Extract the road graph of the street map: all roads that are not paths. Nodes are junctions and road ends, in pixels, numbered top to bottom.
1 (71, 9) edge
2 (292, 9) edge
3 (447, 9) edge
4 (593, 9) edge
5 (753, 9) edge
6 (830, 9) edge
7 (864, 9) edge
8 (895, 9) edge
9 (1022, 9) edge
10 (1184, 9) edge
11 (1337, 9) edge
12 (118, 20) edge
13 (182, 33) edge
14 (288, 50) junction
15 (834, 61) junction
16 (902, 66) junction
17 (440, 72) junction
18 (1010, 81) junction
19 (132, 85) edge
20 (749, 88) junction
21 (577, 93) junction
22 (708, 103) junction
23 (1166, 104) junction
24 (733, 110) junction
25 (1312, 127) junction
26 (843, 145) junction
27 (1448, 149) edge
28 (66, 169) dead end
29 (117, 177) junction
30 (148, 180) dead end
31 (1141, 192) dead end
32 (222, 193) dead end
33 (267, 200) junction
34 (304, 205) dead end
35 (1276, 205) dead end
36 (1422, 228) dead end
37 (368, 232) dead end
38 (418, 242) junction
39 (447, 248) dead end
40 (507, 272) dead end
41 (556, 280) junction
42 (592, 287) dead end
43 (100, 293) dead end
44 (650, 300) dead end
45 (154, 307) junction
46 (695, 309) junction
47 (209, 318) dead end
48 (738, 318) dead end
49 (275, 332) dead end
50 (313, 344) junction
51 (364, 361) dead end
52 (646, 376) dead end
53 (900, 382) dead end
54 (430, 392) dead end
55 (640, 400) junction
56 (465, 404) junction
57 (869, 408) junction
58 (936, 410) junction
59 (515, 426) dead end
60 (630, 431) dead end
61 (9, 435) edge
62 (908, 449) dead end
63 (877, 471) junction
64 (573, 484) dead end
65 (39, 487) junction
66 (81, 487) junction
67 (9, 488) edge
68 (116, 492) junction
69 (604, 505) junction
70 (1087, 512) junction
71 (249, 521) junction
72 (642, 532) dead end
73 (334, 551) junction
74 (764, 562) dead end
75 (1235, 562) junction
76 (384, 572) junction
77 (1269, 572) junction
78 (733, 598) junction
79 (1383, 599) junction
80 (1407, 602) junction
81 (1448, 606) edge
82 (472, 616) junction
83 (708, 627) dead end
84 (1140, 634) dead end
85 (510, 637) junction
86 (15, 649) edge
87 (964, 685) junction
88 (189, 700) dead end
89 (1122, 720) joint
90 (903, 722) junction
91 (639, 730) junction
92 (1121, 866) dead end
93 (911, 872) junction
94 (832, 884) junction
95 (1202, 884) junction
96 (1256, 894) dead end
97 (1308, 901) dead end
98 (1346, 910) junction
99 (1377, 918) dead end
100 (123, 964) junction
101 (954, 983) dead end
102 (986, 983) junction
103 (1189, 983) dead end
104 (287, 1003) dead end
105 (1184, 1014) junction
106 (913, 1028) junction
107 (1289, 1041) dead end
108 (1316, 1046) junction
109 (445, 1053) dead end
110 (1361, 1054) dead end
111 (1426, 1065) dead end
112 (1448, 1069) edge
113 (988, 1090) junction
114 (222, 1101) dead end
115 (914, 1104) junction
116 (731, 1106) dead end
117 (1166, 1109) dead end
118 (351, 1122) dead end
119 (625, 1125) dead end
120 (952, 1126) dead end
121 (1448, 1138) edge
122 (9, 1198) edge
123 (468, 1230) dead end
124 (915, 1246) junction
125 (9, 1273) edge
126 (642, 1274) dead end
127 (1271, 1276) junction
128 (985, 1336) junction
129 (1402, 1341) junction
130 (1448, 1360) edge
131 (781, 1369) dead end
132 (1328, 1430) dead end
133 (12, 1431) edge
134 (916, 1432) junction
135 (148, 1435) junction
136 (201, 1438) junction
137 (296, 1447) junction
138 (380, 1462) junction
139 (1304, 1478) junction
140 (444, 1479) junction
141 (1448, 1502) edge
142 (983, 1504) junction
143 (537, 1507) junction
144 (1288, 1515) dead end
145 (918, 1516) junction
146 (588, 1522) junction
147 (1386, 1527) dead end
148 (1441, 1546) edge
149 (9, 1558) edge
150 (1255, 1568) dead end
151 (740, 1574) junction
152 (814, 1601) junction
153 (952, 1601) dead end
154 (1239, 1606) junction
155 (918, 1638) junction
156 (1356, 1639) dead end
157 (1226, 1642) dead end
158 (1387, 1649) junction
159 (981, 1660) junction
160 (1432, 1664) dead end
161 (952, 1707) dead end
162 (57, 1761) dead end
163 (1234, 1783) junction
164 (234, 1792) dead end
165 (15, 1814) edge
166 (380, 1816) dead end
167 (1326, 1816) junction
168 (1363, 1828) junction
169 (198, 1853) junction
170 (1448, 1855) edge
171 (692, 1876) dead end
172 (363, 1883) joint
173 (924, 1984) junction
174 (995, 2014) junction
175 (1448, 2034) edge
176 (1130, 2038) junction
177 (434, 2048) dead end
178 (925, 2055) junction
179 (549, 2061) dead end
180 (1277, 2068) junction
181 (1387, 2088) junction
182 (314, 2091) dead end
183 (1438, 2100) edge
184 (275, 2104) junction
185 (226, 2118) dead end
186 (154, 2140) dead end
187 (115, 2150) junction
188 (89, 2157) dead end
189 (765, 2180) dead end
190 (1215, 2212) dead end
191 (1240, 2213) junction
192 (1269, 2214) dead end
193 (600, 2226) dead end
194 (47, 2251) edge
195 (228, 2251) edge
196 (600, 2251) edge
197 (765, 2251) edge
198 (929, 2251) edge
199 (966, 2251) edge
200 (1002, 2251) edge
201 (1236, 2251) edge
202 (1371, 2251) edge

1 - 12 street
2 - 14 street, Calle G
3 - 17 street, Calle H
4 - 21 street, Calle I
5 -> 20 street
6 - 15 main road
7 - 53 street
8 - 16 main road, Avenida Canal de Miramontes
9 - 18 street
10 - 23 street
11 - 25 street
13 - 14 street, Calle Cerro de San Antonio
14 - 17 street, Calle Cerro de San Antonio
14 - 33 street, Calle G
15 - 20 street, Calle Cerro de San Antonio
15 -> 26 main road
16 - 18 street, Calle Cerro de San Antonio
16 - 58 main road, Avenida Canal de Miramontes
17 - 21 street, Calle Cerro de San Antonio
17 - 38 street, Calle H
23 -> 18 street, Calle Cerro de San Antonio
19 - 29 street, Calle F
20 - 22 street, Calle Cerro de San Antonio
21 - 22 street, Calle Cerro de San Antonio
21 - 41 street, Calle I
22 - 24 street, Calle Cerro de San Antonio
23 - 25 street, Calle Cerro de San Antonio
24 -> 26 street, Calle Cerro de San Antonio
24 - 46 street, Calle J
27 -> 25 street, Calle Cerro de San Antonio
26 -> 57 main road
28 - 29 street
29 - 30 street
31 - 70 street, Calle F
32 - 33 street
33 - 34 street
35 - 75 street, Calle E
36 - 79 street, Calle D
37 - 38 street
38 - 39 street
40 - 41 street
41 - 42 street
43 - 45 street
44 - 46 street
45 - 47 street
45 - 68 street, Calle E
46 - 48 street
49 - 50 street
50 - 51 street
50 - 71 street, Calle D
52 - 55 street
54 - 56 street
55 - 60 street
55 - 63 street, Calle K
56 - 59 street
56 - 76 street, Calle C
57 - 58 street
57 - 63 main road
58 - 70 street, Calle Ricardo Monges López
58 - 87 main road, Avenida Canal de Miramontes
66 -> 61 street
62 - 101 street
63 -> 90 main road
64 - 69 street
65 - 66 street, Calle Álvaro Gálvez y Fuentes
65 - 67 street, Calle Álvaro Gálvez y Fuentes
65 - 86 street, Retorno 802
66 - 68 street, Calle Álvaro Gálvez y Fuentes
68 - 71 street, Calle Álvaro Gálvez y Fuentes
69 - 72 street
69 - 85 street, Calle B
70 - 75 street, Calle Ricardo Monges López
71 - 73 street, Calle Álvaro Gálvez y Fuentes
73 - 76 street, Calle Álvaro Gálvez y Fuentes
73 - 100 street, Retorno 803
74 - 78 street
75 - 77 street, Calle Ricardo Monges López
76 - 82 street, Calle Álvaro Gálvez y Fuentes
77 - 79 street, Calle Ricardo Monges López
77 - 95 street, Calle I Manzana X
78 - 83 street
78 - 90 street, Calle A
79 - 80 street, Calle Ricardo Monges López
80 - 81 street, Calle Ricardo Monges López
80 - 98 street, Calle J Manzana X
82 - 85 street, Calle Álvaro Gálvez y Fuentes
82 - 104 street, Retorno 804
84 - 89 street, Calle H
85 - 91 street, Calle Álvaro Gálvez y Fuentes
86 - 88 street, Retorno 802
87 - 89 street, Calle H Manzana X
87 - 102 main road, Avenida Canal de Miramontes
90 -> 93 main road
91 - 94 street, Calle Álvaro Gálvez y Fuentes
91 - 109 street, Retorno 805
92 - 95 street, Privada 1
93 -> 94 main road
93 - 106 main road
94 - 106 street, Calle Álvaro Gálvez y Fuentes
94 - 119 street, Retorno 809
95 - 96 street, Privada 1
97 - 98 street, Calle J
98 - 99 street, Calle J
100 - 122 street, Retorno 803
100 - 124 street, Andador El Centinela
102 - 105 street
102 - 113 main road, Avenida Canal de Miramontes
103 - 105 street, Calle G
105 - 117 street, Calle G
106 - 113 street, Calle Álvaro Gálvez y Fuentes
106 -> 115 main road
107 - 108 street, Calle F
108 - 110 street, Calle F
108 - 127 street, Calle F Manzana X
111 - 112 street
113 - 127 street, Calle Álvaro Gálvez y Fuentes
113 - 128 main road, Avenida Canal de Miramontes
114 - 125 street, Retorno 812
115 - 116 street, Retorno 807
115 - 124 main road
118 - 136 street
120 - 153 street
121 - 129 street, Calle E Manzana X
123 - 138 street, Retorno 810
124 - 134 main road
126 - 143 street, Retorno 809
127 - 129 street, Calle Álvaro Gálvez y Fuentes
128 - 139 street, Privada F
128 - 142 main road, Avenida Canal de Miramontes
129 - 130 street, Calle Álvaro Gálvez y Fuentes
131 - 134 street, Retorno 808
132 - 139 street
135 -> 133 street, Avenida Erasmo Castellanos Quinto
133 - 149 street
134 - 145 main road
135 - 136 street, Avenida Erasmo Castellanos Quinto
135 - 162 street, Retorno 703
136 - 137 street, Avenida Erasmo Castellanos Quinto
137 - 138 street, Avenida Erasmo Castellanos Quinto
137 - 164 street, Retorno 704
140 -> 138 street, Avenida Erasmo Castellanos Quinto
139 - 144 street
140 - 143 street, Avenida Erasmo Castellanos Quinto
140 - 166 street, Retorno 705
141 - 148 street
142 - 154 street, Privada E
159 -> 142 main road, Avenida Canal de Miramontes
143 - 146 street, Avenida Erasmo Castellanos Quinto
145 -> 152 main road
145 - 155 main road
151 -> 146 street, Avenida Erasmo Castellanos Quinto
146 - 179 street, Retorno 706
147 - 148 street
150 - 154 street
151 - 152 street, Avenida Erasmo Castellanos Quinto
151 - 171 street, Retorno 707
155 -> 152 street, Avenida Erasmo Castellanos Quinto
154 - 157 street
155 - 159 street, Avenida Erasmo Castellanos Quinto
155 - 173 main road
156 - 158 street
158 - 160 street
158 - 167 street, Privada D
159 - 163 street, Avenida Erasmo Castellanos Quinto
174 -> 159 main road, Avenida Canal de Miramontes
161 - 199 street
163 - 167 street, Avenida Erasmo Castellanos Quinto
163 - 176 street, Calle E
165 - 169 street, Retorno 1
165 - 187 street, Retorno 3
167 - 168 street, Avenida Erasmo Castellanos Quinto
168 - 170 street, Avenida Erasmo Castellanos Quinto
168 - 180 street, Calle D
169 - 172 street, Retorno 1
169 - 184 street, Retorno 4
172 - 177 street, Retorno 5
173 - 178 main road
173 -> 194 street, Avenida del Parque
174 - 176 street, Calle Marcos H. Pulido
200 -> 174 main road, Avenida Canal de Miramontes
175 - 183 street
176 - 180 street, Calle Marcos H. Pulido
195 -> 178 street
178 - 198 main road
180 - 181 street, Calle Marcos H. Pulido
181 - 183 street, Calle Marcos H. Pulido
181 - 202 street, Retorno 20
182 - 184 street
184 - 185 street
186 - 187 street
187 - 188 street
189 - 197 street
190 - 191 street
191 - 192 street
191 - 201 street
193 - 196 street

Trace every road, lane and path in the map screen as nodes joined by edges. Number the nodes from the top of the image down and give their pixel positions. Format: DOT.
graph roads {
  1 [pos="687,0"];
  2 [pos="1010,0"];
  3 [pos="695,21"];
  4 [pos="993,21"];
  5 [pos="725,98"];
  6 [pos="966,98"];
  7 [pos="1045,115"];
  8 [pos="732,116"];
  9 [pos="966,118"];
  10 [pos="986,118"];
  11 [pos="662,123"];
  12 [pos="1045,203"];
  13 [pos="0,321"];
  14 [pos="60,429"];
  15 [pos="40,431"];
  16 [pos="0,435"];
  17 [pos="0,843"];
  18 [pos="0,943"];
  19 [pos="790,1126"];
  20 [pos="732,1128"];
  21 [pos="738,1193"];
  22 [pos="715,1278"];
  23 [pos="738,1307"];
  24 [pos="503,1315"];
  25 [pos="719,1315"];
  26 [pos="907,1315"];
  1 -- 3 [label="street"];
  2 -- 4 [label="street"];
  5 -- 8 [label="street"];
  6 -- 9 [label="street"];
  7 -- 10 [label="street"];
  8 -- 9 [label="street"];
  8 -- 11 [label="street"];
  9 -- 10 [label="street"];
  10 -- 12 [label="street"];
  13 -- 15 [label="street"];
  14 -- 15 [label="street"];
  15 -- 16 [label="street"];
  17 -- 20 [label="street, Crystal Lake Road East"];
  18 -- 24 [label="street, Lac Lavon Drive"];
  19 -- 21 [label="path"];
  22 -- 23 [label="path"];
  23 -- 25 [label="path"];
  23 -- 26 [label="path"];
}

EXERCISE AIM = For the listing above, state how many lines hold the string "Ricardo", giving the number alone.

OUTPUT = 6